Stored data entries
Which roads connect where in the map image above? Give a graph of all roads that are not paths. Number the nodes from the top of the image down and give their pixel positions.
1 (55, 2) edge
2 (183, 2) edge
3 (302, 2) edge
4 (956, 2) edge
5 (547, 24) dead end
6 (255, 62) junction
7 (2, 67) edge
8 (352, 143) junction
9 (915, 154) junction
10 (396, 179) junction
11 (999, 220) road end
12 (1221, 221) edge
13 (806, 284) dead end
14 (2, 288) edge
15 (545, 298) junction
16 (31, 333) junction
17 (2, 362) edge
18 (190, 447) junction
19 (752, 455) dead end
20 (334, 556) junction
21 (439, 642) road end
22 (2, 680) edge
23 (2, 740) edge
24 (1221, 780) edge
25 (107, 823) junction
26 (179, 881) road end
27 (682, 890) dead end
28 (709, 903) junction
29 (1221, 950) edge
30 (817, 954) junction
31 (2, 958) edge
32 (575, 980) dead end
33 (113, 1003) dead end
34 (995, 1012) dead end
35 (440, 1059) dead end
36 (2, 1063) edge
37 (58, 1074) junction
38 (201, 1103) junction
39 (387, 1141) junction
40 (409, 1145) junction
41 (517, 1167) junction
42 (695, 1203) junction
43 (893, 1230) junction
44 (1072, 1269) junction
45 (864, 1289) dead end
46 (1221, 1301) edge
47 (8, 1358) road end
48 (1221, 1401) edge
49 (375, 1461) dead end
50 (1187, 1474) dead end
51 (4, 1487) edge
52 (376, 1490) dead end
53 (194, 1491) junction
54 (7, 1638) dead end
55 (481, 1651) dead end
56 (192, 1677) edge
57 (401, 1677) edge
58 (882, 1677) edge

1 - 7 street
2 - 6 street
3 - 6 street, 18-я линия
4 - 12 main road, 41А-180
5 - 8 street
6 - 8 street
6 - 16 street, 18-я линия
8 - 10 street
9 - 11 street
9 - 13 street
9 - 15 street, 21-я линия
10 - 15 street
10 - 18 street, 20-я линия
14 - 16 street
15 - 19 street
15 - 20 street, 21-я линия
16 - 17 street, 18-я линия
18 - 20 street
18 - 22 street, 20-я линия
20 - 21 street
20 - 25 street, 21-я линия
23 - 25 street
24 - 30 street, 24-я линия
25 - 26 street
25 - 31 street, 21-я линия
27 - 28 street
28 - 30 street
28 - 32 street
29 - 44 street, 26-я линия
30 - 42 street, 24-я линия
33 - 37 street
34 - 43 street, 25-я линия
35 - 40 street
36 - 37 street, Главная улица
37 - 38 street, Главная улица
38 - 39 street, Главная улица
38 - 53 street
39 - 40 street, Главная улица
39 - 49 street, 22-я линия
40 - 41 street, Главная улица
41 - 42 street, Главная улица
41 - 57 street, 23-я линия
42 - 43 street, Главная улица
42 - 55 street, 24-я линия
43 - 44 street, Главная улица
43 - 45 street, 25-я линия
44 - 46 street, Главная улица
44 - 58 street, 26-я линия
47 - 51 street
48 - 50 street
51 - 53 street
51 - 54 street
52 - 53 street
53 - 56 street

_ACTIVITY:_
When you reach this point, go back and write out each record above exactly.

_RESULT:_
Which roads connect where in the map image above? Give a graph of all roads that are not paths. Number the nodes from the top of the image down and give their pixel positions.
1 (55, 2) edge
2 (183, 2) edge
3 (302, 2) edge
4 (956, 2) edge
5 (547, 24) dead end
6 (255, 62) junction
7 (2, 67) edge
8 (352, 143) junction
9 (915, 154) junction
10 (396, 179) junction
11 (999, 220) road end
12 (1221, 221) edge
13 (806, 284) dead end
14 (2, 288) edge
15 (545, 298) junction
16 (31, 333) junction
17 (2, 362) edge
18 (190, 447) junction
19 (752, 455) dead end
20 (334, 556) junction
21 (439, 642) road end
22 (2, 680) edge
23 (2, 740) edge
24 (1221, 780) edge
25 (107, 823) junction
26 (179, 881) road end
27 (682, 890) dead end
28 (709, 903) junction
29 (1221, 950) edge
30 (817, 954) junction
31 (2, 958) edge
32 (575, 980) dead end
33 (113, 1003) dead end
34 (995, 1012) dead end
35 (440, 1059) dead end
36 (2, 1063) edge
37 (58, 1074) junction
38 (201, 1103) junction
39 (387, 1141) junction
40 (409, 1145) junction
41 (517, 1167) junction
42 (695, 1203) junction
43 (893, 1230) junction
44 (1072, 1269) junction
45 (864, 1289) dead end
46 (1221, 1301) edge
47 (8, 1358) road end
48 (1221, 1401) edge
49 (375, 1461) dead end
50 (1187, 1474) dead end
51 (4, 1487) edge
52 (376, 1490) dead end
53 (194, 1491) junction
54 (7, 1638) dead end
55 (481, 1651) dead end
56 (192, 1677) edge
57 (401, 1677) edge
58 (882, 1677) edge

1 - 7 street
2 - 6 street
3 - 6 street, 18-я линия
4 - 12 main road, 41А-180
5 - 8 street
6 - 8 street
6 - 16 street, 18-я линия
8 - 10 street
9 - 11 street
9 - 13 street
9 - 15 street, 21-я линия
10 - 15 street
10 - 18 street, 20-я линия
14 - 16 street
15 - 19 street
15 - 20 street, 21-я линия
16 - 17 street, 18-я линия
18 - 20 street
18 - 22 street, 20-я линия
20 - 21 street
20 - 25 street, 21-я линия
23 - 25 street
24 - 30 street, 24-я линия
25 - 26 street
25 - 31 street, 21-я линия
27 - 28 street
28 - 30 street
28 - 32 street
29 - 44 street, 26-я линия
30 - 42 street, 24-я линия
33 - 37 street
34 - 43 street, 25-я линия
35 - 40 street
36 - 37 street, Главная улица
37 - 38 street, Главная улица
38 - 39 street, Главная улица
38 - 53 street
39 - 40 street, Главная улица
39 - 49 street, 22-я линия
40 - 41 street, Главная улица
41 - 42 street, Главная улица
41 - 57 street, 23-я линия
42 - 43 street, Главная улица
42 - 55 street, 24-я линия
43 - 44 street, Главная улица
43 - 45 street, 25-я линия
44 - 46 street, Главная улица
44 - 58 street, 26-я линия
47 - 51 street
48 - 50 street
51 - 53 street
51 - 54 street
52 - 53 street
53 - 56 street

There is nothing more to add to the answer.